Sheila (holding Jeremy), Jennifer, Jan, and Joan during our last visit to the centre before moving to Prescott in June 1984.

On the surface, it may have appeared that my home life didn’t match my feminism at all. I stayed home to care for the boys while my husband Jim earned the money to support the family. Hello June Cleaver? Hardly. Equality and choice were alive and well. I’d left my  paid work as an early childhood educator when our son Eric was born telling people that I was just changing careers. The job of being a mother doesn’t pay, but the benefits are immeasurable.  My staying home was the best choice for our family, and it was an equal partnership. Responsibilities for the “house and kid stuff” were shared according to time available, not gender. Throughout the years our sons learned that their father and I may not have had financial equality, but we certainly had social and political equality. They also learned to be self-sufficient, which served them well when they left home.

I’ve had part-time paid work in addition to my mothering work. In 1999 my business card, “Mother, Writer, Editor”, showed that my unpaid work of being a mother was equally as important to me as any paid work I might do. I simply listed the work in order of importance to me. Someone asked why I didn’t put “daughter” or “wife” on the card. I explained that I was listing the work that I did, not my roles in life.  One editor was so impressed that he said he was going to change his business card to read “Father and Editor.”  I’ve learned that I inspired others to change the way they thought about being a mother or father.

When I joined the Association for Research on Mothering (ARM) in 1998, I learned about women around the world doing research and working hard to earn much-needed respect for the institution, role, and work of motherhood.  Why is this association important? As Founding President of ARM, Andrea O’Reilly loves to tell people, “There are numerous courses, books, papers, films, and other mediums showing how much we love to study the institution and practice of war. Doesn’t motherhood deserve the same”? I’m paraphrasing, but you get the gist of her message.

This year, ARM is in trouble, and many, not just mothers and women, are upset. But mostly it’s the mothers who are upset. “Hell hath no fury like a pissed off mama.” (That’s a direct quote from Andrea.)

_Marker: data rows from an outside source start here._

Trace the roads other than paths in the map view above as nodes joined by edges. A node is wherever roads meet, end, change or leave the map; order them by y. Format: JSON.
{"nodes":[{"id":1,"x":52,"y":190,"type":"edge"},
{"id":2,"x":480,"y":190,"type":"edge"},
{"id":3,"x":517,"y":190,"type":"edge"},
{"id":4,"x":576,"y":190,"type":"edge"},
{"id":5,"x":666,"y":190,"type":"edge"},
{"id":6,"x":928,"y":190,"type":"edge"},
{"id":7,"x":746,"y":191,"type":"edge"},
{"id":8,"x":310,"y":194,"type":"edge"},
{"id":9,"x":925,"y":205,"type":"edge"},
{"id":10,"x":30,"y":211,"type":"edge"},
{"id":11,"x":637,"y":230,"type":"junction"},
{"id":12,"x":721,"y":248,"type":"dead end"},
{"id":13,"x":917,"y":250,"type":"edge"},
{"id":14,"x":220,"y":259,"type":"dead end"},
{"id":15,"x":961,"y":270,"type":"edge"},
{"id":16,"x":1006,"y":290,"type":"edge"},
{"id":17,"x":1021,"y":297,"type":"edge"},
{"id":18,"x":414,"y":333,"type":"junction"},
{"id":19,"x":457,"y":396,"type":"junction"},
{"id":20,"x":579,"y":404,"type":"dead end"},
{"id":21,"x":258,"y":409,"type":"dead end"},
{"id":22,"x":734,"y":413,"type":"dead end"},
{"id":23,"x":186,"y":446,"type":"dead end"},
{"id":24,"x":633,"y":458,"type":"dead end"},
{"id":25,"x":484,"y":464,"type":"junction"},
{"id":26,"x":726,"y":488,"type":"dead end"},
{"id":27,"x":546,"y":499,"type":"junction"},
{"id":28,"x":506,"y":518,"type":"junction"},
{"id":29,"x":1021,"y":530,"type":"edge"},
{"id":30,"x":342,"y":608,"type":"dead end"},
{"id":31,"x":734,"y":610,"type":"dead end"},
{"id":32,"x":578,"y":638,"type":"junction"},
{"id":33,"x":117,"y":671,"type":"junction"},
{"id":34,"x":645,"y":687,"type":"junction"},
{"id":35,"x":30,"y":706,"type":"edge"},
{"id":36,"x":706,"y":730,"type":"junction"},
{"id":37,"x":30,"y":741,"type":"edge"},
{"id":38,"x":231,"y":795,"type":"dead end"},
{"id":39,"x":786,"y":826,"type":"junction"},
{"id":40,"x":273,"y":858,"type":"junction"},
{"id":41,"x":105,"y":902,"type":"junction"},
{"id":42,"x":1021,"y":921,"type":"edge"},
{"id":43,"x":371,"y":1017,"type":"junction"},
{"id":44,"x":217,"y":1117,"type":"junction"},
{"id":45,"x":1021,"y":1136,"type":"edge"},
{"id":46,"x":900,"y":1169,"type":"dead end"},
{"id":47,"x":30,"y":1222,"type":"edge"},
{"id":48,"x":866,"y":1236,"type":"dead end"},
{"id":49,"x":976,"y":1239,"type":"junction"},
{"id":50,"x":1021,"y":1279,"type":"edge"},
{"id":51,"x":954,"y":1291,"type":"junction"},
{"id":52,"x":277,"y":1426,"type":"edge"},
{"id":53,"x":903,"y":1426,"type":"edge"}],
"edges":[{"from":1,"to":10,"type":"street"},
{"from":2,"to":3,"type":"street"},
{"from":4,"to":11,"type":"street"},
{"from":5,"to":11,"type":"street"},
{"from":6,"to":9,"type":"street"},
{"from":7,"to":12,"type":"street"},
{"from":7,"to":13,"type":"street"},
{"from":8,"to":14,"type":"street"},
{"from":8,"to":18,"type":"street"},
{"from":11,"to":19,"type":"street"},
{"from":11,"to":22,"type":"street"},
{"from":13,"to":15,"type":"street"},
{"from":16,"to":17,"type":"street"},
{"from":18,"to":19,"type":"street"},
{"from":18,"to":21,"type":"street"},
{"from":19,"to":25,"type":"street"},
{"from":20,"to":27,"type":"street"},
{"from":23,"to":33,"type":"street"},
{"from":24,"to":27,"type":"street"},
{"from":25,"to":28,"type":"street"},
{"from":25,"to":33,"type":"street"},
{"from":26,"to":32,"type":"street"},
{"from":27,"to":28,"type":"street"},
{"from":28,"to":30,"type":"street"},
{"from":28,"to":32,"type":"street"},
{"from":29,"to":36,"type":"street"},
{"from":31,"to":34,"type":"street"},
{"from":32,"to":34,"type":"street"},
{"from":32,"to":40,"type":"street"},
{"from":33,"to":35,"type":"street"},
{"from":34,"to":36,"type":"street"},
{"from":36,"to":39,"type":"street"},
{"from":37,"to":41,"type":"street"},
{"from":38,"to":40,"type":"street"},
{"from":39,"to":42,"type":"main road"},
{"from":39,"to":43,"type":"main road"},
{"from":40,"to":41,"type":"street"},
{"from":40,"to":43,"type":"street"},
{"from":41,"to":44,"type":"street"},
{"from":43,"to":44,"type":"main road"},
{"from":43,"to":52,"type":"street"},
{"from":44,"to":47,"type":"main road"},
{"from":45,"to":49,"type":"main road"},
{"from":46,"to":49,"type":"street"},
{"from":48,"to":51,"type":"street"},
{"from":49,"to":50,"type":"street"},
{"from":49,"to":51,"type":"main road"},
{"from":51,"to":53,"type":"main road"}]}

Now  motherhood and  feminism is converging again. I no longer need to be the caregiver/mother, but I am still a mother, and I still support this valuable international feminist organization. It has helped me to define, defend, and support my motherhood work literally and figuratively. This organization doesn’t appear to have the same social, political, or economical equality as other research centres at York University in Toronto, Ontario, Canada, where ARM is located. University administrators are saying they support ARM in principle, and respect the work done to date, but they can no longer do so financially. That level of financial and other support is being brought into question, and is debatable. ARM needs us, and we need ARM. Details on how you can support this are on the ARM website.

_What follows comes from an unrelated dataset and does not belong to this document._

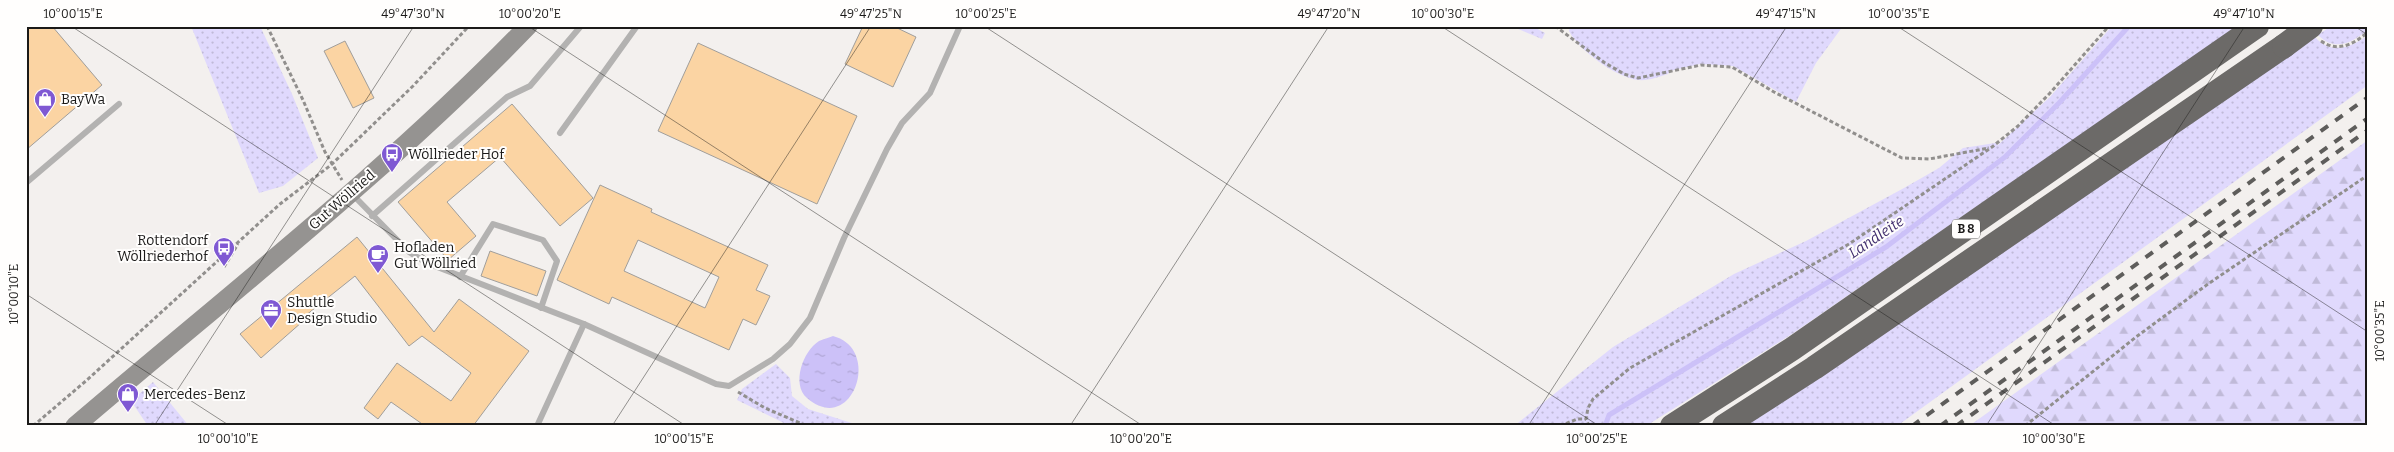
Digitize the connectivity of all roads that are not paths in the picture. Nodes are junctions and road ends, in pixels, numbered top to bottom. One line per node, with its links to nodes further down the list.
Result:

Over the years, I haven’t participated in very many International Women’s Day events. I was happily busy with Jeremy’s birthday celebrations. I mark the day in my own way, the best being by celebrating being a mom. Happy Birthday, Jeremy, and Happy International Women’s Day to everyone else.


4 thoughts on “Motherhood and Feminism

  1. I found this very interesting to learn about the organization and your role. You are a strong woman so it doesn’t surprise me that whatever path you would choose would be done for good reason and with conviction. Keep up the good work in supporting important organizations like this one. They are lucky to have you on board.


    1. Thanks, Suzanne. The organization is having a bit of a rebirth, which is encouraging. As Andrea says, “Hell hath no fury like a pissed off mama.”

      I’m not sure what my involvement with the new group will be, but I’m sure I’ll be involved at some level. No doubt you’ll hear about it on my blog.

  2. Thank you so much, Doreen. You say you can relate to my feelings, even though you are not, and never will be a mother. That’s been one of the great things that has come from ARM. Its researchers have looked at motherhood in its wider context, and how women who are not mothers still relate to the role and responsibilities, through caregiving roles, or having some other relationship to children in their lives.

    Your comments, and your support are so very much appreciated.

  3. Very moving and inspiring post, Christine. I particularly refer to these lines:
    “The job of being a mother doesn’t pay, but the benefits are immeasurable.” — I am not a mother, nor will I ever be, but having been a caregiver on many occasions, I can really relate. And I admire your dedication to the “job” of motherhood.

    you also wrote …
    “In 1999 my business card, “Mother, Writer, Editor”, showed that my unpaid work of being a mother was as equally important to me as any paid work I might do.” — what an amazing and confident thing to have done! Kudos to you for taking this approach to the “jobs” in your life!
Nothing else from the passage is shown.